Mark S. Siegel, Chairman of Patterson-UTI, stated, “We believe the U.S. rig count is beginning to stabilize as crude oil prices have improved from the cyclical lows reached in the first quarter.  The outlook for crude oil prices remains uncertain with numerous economic and geopolitical concerns.  For this reason, visibility into the timing of a recovery remains limited, and we do not believe current oil prices in the mid-$40s are sufficient to support a meaningful increase in U.S. drilling activity.


“Despite limited visibility into a recovery, we remain optimistic about a recovery in our cyclical industry.  The severe downturn in the rig count has brought the U.S. rig count to the lowest level in more than 65 years.  We believe this unprecedented low level of U.S. drilling activity will further reduce U.S. oil production and help to balance oil supply and demand.  At Patterson-UTI, we remain focused on operational execution and preserving the strength of our balance sheet.  

“Our cash position in the quarter improved by more than $73 million to $187 million, and our revolver remains undrawn.  To further improve our liquidity position in advance of the opportunities arising from a cyclical recovery, we have elected to reduce our quarterly dividend to $0.02 per share, which should save the Company approximately $47 million on an annual basis,” he concluded.

The Company declared a quarterly dividend on its common stock of $0.02 per share, to be paid on June 23, 2016, to holders of record as of June 9, 2016.

The financial results for the three months ended March 31, 2016 include a pretax non-cash charge of $2.2 million ($1.5 million after-tax or $0.01 per share) related to the impairment of certain oil and natural gas properties.

All references to "net income per share" in this press release are diluted earnings per common share as defined within Accounting Standards Codification Topic 260.

The Company's quarterly conference call to discuss the operating results for the quarter ended March 31, 2016, is scheduled for today, April 28, 2016, at 9:00 a.m.

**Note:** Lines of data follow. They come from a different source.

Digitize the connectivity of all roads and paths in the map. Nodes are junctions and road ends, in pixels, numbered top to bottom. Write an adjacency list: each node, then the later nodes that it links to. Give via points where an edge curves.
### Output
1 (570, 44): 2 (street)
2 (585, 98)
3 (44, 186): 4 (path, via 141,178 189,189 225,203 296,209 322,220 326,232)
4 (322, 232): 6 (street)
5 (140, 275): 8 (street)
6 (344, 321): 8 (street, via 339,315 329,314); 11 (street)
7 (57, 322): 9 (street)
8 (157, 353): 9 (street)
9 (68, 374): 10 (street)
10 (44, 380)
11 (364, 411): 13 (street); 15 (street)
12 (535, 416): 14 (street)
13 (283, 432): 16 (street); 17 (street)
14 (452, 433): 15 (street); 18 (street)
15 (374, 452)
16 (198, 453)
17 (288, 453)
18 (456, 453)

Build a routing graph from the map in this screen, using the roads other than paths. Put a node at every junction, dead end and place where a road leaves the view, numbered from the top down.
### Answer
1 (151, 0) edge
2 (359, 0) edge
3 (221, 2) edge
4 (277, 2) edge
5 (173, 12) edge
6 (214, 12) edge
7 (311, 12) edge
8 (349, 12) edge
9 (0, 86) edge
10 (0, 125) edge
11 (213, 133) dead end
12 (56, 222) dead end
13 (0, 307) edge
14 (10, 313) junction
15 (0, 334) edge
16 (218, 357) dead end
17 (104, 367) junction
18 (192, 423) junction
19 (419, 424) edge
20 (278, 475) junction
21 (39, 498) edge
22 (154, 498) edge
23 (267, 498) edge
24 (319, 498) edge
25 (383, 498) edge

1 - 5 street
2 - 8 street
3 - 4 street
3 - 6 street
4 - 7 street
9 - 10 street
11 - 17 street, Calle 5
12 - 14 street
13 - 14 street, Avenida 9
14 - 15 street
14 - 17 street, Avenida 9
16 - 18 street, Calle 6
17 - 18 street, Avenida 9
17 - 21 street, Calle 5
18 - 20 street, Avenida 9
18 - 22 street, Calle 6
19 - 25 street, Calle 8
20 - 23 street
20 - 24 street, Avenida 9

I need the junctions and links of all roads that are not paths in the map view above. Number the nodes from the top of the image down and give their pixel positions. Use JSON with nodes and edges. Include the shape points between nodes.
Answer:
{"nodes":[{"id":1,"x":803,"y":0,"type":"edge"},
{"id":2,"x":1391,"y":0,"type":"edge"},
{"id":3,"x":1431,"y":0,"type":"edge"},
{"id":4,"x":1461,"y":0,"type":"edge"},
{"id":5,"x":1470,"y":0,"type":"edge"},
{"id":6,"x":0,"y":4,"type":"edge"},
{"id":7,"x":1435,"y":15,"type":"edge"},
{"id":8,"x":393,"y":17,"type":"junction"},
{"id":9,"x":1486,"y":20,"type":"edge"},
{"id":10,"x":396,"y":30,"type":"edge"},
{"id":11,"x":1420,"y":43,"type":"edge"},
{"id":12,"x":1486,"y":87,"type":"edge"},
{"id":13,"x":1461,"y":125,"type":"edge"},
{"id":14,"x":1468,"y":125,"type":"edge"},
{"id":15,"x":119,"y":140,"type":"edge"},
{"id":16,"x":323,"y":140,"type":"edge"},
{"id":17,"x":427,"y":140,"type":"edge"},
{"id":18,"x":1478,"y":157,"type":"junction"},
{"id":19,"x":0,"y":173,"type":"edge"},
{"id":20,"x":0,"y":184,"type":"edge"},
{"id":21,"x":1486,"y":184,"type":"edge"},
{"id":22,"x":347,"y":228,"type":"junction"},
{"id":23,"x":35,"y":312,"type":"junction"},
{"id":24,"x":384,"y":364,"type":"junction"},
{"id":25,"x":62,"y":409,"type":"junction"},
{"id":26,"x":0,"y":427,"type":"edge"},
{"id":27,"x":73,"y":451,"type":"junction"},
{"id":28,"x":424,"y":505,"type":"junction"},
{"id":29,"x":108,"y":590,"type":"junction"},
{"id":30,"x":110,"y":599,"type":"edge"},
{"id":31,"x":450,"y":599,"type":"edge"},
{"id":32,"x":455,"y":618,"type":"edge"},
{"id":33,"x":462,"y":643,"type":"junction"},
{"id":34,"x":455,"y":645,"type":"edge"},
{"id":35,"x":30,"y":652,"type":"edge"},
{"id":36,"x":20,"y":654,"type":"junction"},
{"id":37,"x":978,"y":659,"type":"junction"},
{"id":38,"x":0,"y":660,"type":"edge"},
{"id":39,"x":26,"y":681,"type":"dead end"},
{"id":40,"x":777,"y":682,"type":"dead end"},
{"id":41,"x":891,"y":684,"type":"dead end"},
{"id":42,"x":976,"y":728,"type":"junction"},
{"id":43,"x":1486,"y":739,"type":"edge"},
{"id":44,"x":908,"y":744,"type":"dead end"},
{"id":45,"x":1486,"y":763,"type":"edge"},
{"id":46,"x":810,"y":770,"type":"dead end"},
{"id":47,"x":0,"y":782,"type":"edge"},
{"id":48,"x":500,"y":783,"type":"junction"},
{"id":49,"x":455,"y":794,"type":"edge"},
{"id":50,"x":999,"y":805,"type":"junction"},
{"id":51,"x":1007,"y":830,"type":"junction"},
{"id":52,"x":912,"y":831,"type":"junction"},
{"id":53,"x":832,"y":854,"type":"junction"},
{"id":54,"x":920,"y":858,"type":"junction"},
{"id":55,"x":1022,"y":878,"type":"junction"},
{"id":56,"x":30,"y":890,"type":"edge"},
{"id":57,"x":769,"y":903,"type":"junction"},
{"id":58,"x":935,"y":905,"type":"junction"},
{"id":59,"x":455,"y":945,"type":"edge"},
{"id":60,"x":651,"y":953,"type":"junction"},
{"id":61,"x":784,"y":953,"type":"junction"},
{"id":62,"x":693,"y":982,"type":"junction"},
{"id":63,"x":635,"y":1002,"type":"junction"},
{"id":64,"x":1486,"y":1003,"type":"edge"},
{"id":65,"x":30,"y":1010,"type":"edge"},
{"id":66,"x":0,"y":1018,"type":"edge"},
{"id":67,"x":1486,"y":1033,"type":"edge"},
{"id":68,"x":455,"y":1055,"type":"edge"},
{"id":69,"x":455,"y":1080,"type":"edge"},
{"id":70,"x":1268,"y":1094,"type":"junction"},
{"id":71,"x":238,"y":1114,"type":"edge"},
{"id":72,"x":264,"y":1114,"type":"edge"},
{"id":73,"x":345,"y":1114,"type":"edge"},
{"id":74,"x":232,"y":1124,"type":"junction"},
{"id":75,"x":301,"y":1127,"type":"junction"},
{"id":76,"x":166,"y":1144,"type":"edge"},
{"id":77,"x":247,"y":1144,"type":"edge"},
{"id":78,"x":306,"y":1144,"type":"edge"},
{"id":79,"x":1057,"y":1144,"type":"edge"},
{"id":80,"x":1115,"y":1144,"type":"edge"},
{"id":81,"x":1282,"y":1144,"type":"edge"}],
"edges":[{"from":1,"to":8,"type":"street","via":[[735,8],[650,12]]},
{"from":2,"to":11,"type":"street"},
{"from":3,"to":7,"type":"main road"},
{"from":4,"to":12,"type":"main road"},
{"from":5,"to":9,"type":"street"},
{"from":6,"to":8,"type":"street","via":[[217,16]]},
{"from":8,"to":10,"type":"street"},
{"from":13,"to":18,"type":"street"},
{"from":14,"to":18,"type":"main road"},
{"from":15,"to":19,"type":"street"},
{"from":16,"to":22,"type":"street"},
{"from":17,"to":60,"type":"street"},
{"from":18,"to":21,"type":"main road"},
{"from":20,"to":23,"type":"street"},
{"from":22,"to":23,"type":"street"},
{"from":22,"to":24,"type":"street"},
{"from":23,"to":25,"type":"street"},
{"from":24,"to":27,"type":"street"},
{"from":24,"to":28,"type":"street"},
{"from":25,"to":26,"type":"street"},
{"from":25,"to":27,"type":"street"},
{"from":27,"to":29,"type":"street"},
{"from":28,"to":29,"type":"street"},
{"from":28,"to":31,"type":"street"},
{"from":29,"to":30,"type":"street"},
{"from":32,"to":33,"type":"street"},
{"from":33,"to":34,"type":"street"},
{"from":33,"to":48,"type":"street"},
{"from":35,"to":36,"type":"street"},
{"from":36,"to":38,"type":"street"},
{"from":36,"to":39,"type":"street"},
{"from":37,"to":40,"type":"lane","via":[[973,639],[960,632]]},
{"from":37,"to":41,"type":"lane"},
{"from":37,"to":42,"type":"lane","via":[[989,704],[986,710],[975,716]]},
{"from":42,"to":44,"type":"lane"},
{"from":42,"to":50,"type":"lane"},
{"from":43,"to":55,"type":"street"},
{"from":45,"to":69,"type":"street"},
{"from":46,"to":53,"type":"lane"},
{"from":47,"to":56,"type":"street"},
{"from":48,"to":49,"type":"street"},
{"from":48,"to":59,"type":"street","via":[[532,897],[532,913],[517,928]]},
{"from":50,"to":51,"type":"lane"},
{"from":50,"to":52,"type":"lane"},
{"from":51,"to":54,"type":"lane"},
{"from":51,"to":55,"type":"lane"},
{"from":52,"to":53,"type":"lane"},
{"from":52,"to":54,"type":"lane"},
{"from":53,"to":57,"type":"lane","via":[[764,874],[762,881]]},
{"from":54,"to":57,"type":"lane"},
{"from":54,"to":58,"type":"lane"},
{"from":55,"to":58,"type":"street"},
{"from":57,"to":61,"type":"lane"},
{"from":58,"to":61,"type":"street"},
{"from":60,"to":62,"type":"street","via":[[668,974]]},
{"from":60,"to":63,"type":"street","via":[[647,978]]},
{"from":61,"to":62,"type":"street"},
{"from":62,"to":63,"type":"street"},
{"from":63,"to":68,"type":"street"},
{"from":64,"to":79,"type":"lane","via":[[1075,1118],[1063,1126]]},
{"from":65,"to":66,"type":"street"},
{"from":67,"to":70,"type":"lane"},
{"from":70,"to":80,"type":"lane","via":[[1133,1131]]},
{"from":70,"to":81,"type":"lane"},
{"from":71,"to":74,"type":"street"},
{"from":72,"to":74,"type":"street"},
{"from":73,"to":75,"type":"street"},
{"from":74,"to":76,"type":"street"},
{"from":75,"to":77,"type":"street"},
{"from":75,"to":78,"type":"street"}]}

Central Time. The dial-in information for participants is 866-841-7265 (Domestic) and 704-908-0463 (International).  The passcode for both numbers is 51014956.  The call is also being webcast and can be accessed through the Investor Relations section at www.patenergy.com.  A replay of the conference call will be on the Company’s website for two weeks.  

About Patterson-UTI

Patterson-UTI Energy, Inc. subsidiaries provide onshore contract drilling and pressure pumping services to exploration and production companies in North America.  Patterson-UTI Drilling Company LLC and its subsidiaries operate land-based drilling rigs in oil and natural gas producing regions of the continental United States and western Canada.  Universal Pressure Pumping, Inc. and Universal Well Services, Inc. provide pressure pumping services primarily in Texas and the Appalachian region.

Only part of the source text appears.